Chemical speciation of environmentally significant metals with inorganic ligands. Part 5: The Zn2+ + OH-, Cl-, CO3 2-, SO4 2-, and PO4 3- systems (IUPAC Technical Report)

Abstract

Abstract The numerical modeling of ZnII speciation amongst the environmental inorganic ligands Cl–, OH–, CO3 2–, SO4 2–, and PO4 3– requires reliable values for the relevant stability (formation) constants. This paper compiles and provides a critical review of these constants and related thermodynamic data. It recommends values of log10 β p,q,r ° valid at I m = 0 mol·kg–1 and 25 °C (298.15 K), and reports the empirical reaction ion interaction coefficients, ∆ε, required to calculate log10 β p,q,r values at higher ionic strengths using the Brønsted–Guggenheim–Scatchard specific ion interaction theory (SIT).

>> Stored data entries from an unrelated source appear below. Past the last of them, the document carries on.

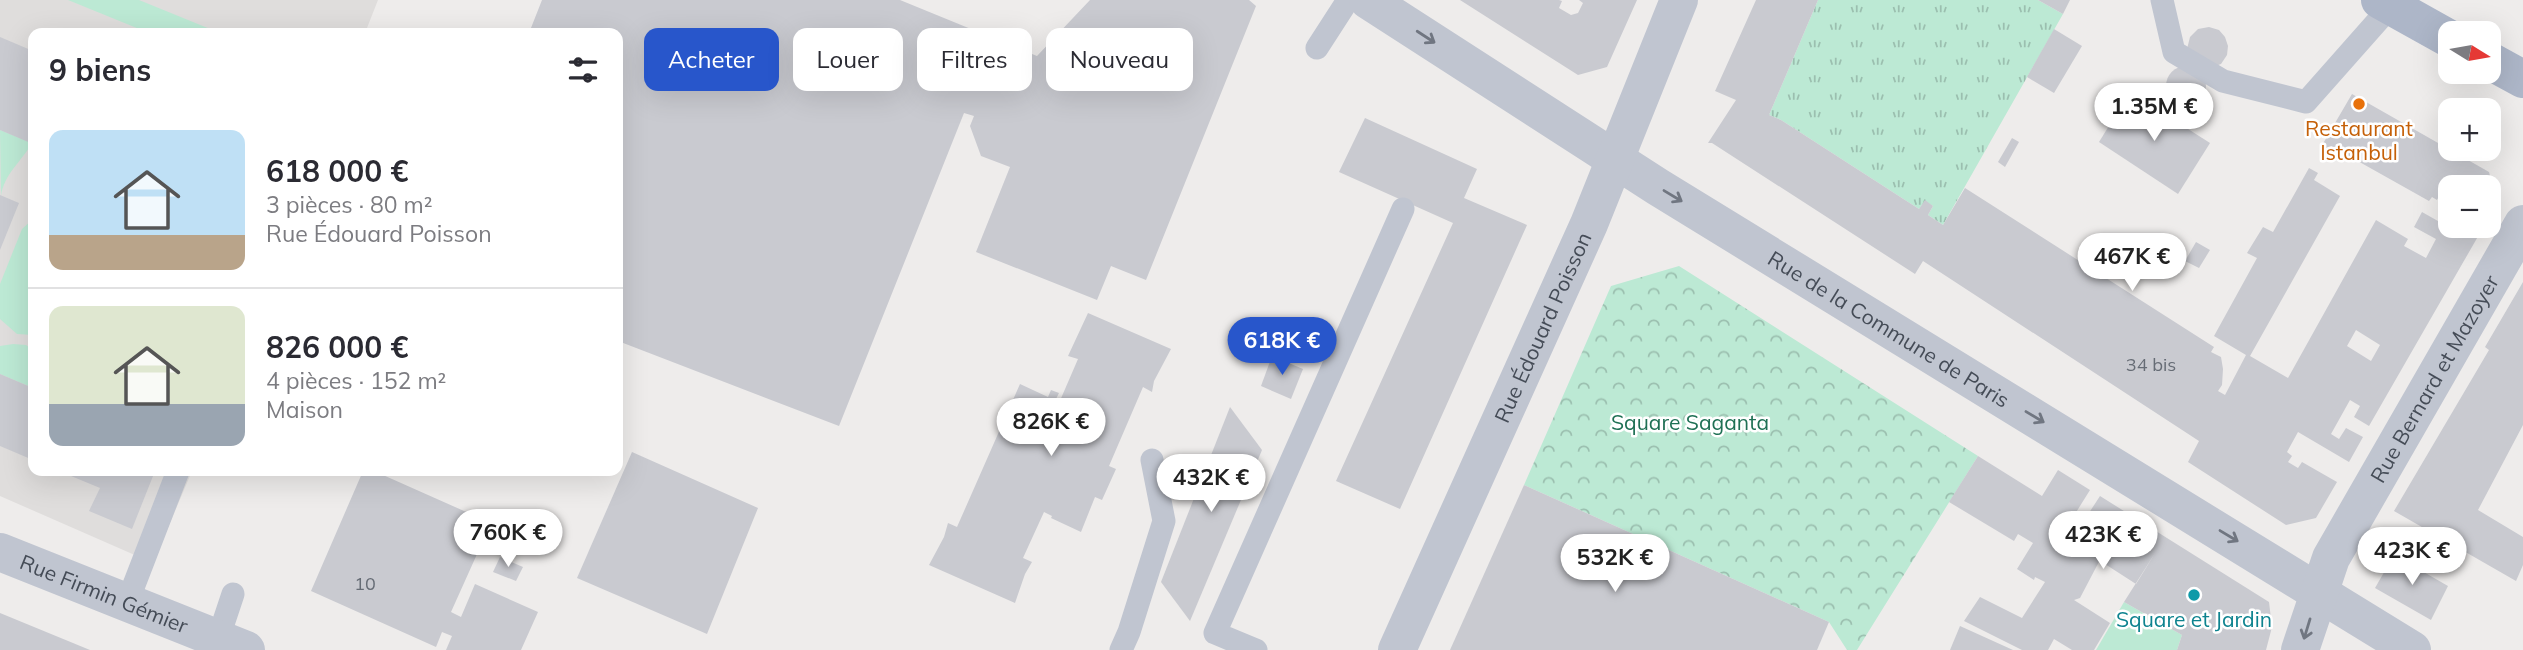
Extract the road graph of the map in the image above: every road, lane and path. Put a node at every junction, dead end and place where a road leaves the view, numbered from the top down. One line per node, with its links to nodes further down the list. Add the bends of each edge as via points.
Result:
1 (1348, 0): 7 (lane)
2 (1368, 0): 10 (street, Rue de la Commune de Paris, one-way to 10)
3 (1679, 0): 10 (street, Rue Édouard Poisson)
4 (2162, 0): 5 (lane, via 2174,52 2223,81 2305,102)
5 (2386, 3): 6 (main road)
6 (2438, 31)
7 (1317, 48)
8 (2501, 67): 9 (main road)
9 (2523, 79)
10 (1615, 160): 16 (street, Rue de la Commune de Paris, one-way to 16); 22 (street, Rue Édouard Poisson)
11 (1403, 209): 21 (lane, via 1215,634)
12 (2523, 224): 16 (street, Rue Bernard et Mazoyer, via 2331,558)
13 (1152, 460): 20 (lane, via 1164,521)
14 (175, 476): 18 (lane)
15 (0, 552): 18 (street, Rue Firmin Gémier)
16 (2319, 592): 23 (street, Rue Bernard et Mazoyer, one-way to 23); 24 (street, Rue de la Commune de Paris)
17 (233, 594): 19 (lane)
18 (127, 603): 19 (street, Rue Firmin Gémier)
19 (232, 644)
20 (1121, 650)
21 (1256, 650)
22 (1397, 650)
23 (2300, 650)
24 (2412, 650)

Values for the corresponding reaction enthalpies, ∆r H, are reported where available. There is scope for additional high-quality measurements for the Zn2+ + H+ + CO3 2– system and for the Zn2+ + OH– and Zn2+ + SO4 2– systems at I > 0. In acidic and weakly alkaline fresh water systems (pH < 8), in the absence of organic ligands (e.g., humic substances), ZnII speciation is dominated by Zn2+(aq). In this respect, ZnII contrasts with CuII and PbII (the subjects of earlier reviews in this series) for which carbonato- and hydroxido- complex formation become important at pH > 7. The speciation of ZnII is dominated by ZnCO3(aq) only at pH > 8.4. In seawater systems, the speciation at pH = 8.2 is dominated by Zn2+(aq) with ZnCl+, Zn(Cl)2(aq), ZnCO3(aq), and ZnSO4(aq) as minor species. This behaviour contrasts with that for CuII and PbII for which at the pH of seawater in equilibrium with the atmosphere at 25 °C (log10 {[H+]/c°} ≈ 8.2) the MCO3(aq) complex dominates over the MCl n (2–n)+ species. The lower stability of the different complexes of ZnII compared with those of CuII, PbII, and CdII is also illustrated by the percentage of uncomplexed M2+ in seawater, which is ca. 55, 3, 2, and 3.3 % of [MII]T, respectively.